It’s playing out like last year with Bryce Harper: the top positional free agent on the market is getting a $200+ million extension offer from the Washington Nationals.
This time it’s Anthony Rendon:
Nationals offer Anthony Rendon seven-year deal worth $210 million-$215 million https://t.co/NWr3DThZzO
— The Washington Post (@washingtonpost) September 30, 2019
As with all long-term deals offered by the Nationals, the seven-year, $210/215 million offer comes with significant deferred money, though not quite as hilarious as the Harper offer.

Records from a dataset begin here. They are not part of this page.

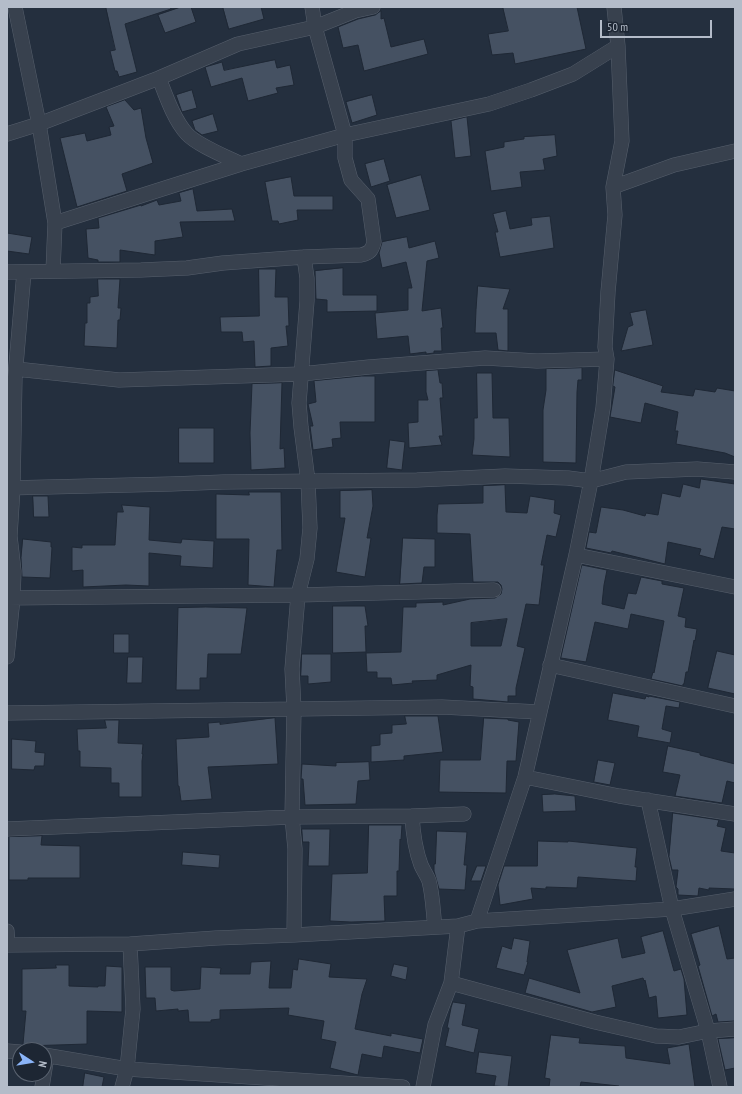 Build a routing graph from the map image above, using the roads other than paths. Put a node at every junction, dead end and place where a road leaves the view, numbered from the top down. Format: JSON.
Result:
{"nodes":[{"id":1,"x":312,"y":7,"type":"edge"},
{"id":2,"x":373,"y":7,"type":"edge"},
{"id":3,"x":614,"y":7,"type":"edge"},
{"id":4,"x":16,"y":9,"type":"edge"},
{"id":5,"x":315,"y":27,"type":"junction"},
{"id":6,"x":618,"y":46,"type":"junction"},
{"id":7,"x":159,"y":78,"type":"junction"},
{"id":8,"x":39,"y":124,"type":"junction"},
{"id":9,"x":7,"y":134,"type":"edge"},
{"id":10,"x":345,"y":135,"type":"junction"},
{"id":11,"x":735,"y":151,"type":"edge"},
{"id":12,"x":241,"y":164,"type":"junction"},
{"id":13,"x":613,"y":187,"type":"junction"},
{"id":14,"x":55,"y":223,"type":"junction"},
{"id":15,"x":304,"y":256,"type":"junction"},
{"id":16,"x":53,"y":271,"type":"junction"},
{"id":17,"x":7,"y":272,"type":"edge"},
{"id":18,"x":24,"y":272,"type":"junction"},
{"id":19,"x":607,"y":359,"type":"junction"},
{"id":20,"x":13,"y":374,"type":"edge"},
{"id":21,"x":301,"y":374,"type":"junction"},
{"id":22,"x":735,"y":472,"type":"edge"},
{"id":23,"x":308,"y":481,"type":"junction"},
{"id":24,"x":591,"y":481,"type":"junction"},
{"id":25,"x":10,"y":488,"type":"edge"},
{"id":26,"x":576,"y":555,"type":"junction"},
{"id":27,"x":735,"y":587,"type":"edge"},
{"id":28,"x":494,"y":590,"type":"dead end"},
{"id":29,"x":298,"y":595,"type":"junction"},
{"id":30,"x":10,"y":598,"type":"edge"},
{"id":31,"x":7,"y":657,"type":"edge"},
{"id":32,"x":550,"y":665,"type":"junction"},
{"id":33,"x":735,"y":706,"type":"edge"},
{"id":34,"x":294,"y":708,"type":"junction"},
{"id":35,"x":539,"y":712,"type":"junction"},
{"id":36,"x":7,"y":713,"type":"edge"},
{"id":37,"x":525,"y":777,"type":"junction"},
{"id":38,"x":648,"y":800,"type":"junction"},
{"id":39,"x":464,"y":814,"type":"dead end"},
{"id":40,"x":735,"y":814,"type":"edge"},
{"id":41,"x":412,"y":816,"type":"junction"},
{"id":42,"x":292,"y":817,"type":"junction"},
{"id":43,"x":7,"y":829,"type":"edge"},
{"id":44,"x":735,"y":899,"type":"edge"},
{"id":45,"x":672,"y":910,"type":"junction"},
{"id":46,"x":477,"y":921,"type":"junction"},
{"id":47,"x":458,"y":926,"type":"junction"},
{"id":48,"x":435,"y":927,"type":"junction"},
{"id":49,"x":7,"y":931,"type":"edge"},
{"id":50,"x":294,"y":935,"type":"junction"},
{"id":51,"x":130,"y":944,"type":"junction"},
{"id":52,"x":8,"y":945,"type":"edge"},
{"id":53,"x":451,"y":983,"type":"junction"},
{"id":54,"x":735,"y":1029,"type":"edge"},
{"id":55,"x":708,"y":1031,"type":"junction"},
{"id":56,"x":52,"y":1056,"type":"edge"},
{"id":57,"x":127,"y":1069,"type":"junction"},
{"id":58,"x":122,"y":1087,"type":"edge"},
{"id":59,"x":403,"y":1087,"type":"edge"},
{"id":60,"x":423,"y":1087,"type":"edge"},
{"id":61,"x":720,"y":1087,"type":"edge"}],
"edges":[{"from":1,"to":5,"type":"street"},
{"from":2,"to":5,"type":"street"},
{"from":3,"to":6,"type":"street"},
{"from":4,"to":8,"type":"street"},
{"from":5,"to":7,"type":"street"},
{"from":5,"to":10,"type":"street"},
{"from":6,"to":10,"type":"street"},
{"from":6,"to":13,"type":"street"},
{"from":7,"to":8,"type":"street"},
{"from":7,"to":12,"type":"street"},
{"from":8,"to":9,"type":"street"},
{"from":8,"to":14,"type":"street"},
{"from":10,"to":12,"type":"street"},
{"from":10,"to":15,"type":"street"},
{"from":11,"to":13,"type":"street"},
{"from":12,"to":14,"type":"street"},
{"from":13,"to":19,"type":"street"},
{"from":14,"to":16,"type":"street"},
{"from":15,"to":16,"type":"street"},
{"from":15,"to":21,"type":"street"},
{"from":16,"to":18,"type":"street"},
{"from":17,"to":18,"type":"street"},
{"from":18,"to":20,"type":"street"},
{"from":19,"to":21,"type":"street"},
{"from":19,"to":24,"type":"street"},
{"from":20,"to":21,"type":"street"},
{"from":20,"to":25,"type":"street"},
{"from":21,"to":23,"type":"street"},
{"from":22,"to":24,"type":"street"},
{"from":23,"to":24,"type":"street"},
{"from":23,"to":25,"type":"street"},
{"from":23,"to":29,"type":"street"},
{"from":24,"to":26,"type":"street"},
{"from":25,"to":30,"type":"street"},
{"from":26,"to":27,"type":"street"},
{"from":26,"to":32,"type":"street"},
{"from":28,"to":29,"type":"street"},
{"from":29,"to":30,"type":"street"},
{"from":29,"to":34,"type":"street"},
{"from":30,"to":31,"type":"street"},
{"from":32,"to":33,"type":"street"},
{"from":32,"to":35,"type":"street"},
{"from":34,"to":35,"type":"street"},
{"from":34,"to":36,"type":"street"},
{"from":34,"to":42,"type":"street"},
{"from":35,"to":37,"type":"street"},
{"from":37,"to":38,"type":"street"},
{"from":37,"to":46,"type":"street"},
{"from":38,"to":40,"type":"street"},
{"from":38,"to":45,"type":"street"},
{"from":39,"to":41,"type":"street"},
{"from":41,"to":42,"type":"street"},
{"from":41,"to":48,"type":"street"},
{"from":42,"to":43,"type":"street"},
{"from":42,"to":50,"type":"street"},
{"from":44,"to":45,"type":"street"},
{"from":45,"to":46,"type":"street"},
{"from":45,"to":55,"type":"street"},
{"from":46,"to":47,"type":"street"},
{"from":47,"to":48,"type":"street"},
{"from":47,"to":53,"type":"street"},
{"from":48,"to":50,"type":"street"},
{"from":49,"to":52,"type":"street"},
{"from":50,"to":51,"type":"street"},
{"from":51,"to":52,"type":"street"},
{"from":51,"to":57,"type":"street"},
{"from":53,"to":55,"type":"street"},
{"from":53,"to":60,"type":"street"},
{"from":54,"to":55,"type":"street"},
{"from":55,"to":61,"type":"street"},
{"from":56,"to":57,"type":"street"},
{"from":57,"to":58,"type":"street"},
{"from":57,"to":59,"type":"street"}]}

Per the Post: “According to two people with knowledge of the negotiations, the proposal differs vastly from the 10-year, $300-million offer the Nationals made last September to outfielder Bryce Harper. That contract included about $100 million in deferred salary, with the final payment coming in 2052. The offer to Rendon, in contrast, is structured similarly to the seven-year, $210-million deal the Nationals gave to pitcher Max Scherzer prior to the 2015 season. The deferrals, according to these people, are to be paid off within the seven years after the contract expires.”
Let’s be quite clear, despite the generous framing there: the Scherzer deal is notoriously backloaded and deferred. It was negotiated by Rendon’s agent, Scott Boras, though, so he’s certainly open to these kinds of structures if it gets his client the top-line number that looks good.
Will this do it?
Well, no, I mean, he’s not going to sign this particular extension right now. It’s not enough to foreclose free agency when it’s mere weeks away.
That said, a $30 million AAV is going to be the range for Rendon, as set by Nolan Arenado’s contract – they have been strikingly similar players (ditto Kris Bryant) – but I’m thinking Rendon is going to want to try to beat Arenado’s eight-year, $260 million extension (with an opt-out after the third year, too). If the Nationals move upwards, maybe they do get something done, though.
Rendon, like Arenado (who could be available), is the kind of hitter the Cubs should be all-in on: he works great at bats, gets on base, doesn’t strike out, hits for power, and plays plus-defense. You can conceive of plausible roster shifting that makes Rendon a possible Cubs target, but right now, I think we’ll have to get a much better sense of the market before we can say the Cubs will definitely be involved.
That said: the Cubs did not spend aggressively last offseason, do have a fair bit of money coming off the books, and were rumored *last year* to be more enamored with this year’s prospective free agent class than last year’s. Just sayin’.